▶ [Problem] Read the lines below. Copy out any that hold the string "Skillings".

▶ [Records]
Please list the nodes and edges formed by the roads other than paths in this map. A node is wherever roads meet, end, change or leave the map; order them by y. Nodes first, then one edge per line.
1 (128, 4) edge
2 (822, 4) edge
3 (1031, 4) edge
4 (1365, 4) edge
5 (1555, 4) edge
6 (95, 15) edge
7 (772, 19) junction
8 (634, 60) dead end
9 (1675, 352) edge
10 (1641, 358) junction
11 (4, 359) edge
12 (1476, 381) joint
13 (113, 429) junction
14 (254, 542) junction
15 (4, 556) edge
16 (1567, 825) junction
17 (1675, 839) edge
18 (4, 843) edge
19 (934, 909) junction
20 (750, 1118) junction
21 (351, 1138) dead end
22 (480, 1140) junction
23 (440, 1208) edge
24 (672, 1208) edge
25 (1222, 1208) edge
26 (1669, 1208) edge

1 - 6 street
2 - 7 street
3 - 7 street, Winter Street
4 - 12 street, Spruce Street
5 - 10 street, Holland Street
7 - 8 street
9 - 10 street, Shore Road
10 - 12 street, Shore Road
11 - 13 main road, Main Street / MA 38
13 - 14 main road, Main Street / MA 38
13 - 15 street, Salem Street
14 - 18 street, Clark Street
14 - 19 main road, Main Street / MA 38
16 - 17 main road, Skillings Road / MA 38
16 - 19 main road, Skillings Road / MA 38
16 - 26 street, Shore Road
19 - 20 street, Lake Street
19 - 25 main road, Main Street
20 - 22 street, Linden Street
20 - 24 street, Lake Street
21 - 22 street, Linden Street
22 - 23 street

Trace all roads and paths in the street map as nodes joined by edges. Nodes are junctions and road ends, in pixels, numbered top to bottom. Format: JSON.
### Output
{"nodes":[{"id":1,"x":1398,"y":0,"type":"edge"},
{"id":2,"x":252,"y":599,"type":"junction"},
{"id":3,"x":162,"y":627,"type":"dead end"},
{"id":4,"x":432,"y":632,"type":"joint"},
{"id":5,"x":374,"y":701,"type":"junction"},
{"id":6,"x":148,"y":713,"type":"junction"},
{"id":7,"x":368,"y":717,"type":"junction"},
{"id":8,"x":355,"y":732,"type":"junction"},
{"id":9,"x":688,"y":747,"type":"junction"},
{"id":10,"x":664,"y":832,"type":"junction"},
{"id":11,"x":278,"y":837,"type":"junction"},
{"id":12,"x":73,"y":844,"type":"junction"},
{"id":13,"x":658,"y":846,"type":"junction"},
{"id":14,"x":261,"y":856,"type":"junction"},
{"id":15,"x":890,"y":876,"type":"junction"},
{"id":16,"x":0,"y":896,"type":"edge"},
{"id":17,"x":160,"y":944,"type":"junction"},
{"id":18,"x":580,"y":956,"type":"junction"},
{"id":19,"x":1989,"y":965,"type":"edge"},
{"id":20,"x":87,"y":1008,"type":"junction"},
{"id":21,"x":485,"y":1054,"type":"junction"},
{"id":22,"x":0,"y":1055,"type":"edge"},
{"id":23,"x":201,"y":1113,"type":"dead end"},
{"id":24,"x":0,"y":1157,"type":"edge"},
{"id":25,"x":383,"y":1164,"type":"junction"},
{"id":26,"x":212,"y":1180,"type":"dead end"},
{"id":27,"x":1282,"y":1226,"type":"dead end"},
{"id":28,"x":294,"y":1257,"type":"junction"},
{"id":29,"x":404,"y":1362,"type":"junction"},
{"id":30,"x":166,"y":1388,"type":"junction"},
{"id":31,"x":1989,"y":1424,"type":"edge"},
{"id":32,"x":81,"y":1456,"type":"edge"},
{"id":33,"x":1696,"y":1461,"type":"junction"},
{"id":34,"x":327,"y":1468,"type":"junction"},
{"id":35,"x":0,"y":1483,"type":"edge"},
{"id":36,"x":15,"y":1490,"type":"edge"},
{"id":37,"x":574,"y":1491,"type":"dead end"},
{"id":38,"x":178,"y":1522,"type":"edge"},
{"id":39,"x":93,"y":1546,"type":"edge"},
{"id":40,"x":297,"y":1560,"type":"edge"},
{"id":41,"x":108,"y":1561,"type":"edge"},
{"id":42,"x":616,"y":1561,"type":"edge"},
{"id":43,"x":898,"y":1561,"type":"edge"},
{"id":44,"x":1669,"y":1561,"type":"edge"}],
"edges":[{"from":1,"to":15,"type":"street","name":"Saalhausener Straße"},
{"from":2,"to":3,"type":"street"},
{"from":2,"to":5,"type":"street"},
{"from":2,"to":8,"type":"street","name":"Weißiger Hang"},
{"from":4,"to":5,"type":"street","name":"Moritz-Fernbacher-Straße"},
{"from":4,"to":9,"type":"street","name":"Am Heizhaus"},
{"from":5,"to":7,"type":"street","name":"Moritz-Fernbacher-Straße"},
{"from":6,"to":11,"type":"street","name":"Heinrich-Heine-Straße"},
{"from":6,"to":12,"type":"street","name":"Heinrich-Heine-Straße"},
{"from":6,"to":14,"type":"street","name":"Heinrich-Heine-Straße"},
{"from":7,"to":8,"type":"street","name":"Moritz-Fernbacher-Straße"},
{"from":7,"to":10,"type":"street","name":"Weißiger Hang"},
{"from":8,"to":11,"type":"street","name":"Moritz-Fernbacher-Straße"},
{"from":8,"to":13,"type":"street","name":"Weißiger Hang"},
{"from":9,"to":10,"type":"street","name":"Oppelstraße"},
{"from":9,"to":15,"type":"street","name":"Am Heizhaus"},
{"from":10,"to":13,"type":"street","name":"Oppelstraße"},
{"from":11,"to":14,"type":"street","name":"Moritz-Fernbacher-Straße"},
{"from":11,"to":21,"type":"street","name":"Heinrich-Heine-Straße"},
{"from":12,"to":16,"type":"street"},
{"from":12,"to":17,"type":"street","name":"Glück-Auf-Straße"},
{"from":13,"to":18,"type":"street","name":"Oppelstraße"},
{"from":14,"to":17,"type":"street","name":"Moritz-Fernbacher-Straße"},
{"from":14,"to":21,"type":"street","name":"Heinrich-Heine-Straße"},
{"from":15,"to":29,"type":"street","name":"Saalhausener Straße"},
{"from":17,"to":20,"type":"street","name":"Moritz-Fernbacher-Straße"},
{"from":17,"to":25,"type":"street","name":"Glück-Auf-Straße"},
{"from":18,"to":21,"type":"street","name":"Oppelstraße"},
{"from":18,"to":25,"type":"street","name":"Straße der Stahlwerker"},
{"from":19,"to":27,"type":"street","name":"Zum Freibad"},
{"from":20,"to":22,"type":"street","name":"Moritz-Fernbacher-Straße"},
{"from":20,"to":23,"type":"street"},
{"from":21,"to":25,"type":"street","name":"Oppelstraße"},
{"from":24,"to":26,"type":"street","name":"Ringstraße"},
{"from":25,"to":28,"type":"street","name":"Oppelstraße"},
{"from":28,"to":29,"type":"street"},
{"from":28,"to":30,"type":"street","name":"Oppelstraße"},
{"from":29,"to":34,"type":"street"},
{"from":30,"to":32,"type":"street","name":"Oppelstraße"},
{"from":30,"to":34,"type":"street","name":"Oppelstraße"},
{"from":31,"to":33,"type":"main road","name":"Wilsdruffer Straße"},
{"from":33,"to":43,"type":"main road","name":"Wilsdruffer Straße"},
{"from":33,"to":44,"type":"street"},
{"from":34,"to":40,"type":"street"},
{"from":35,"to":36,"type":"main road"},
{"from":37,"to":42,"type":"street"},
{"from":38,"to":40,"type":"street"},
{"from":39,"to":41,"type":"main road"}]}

▶ [Finished task]
16 - 17 main road, Skillings Road / MA 38
16 - 19 main road, Skillings Road / MA 38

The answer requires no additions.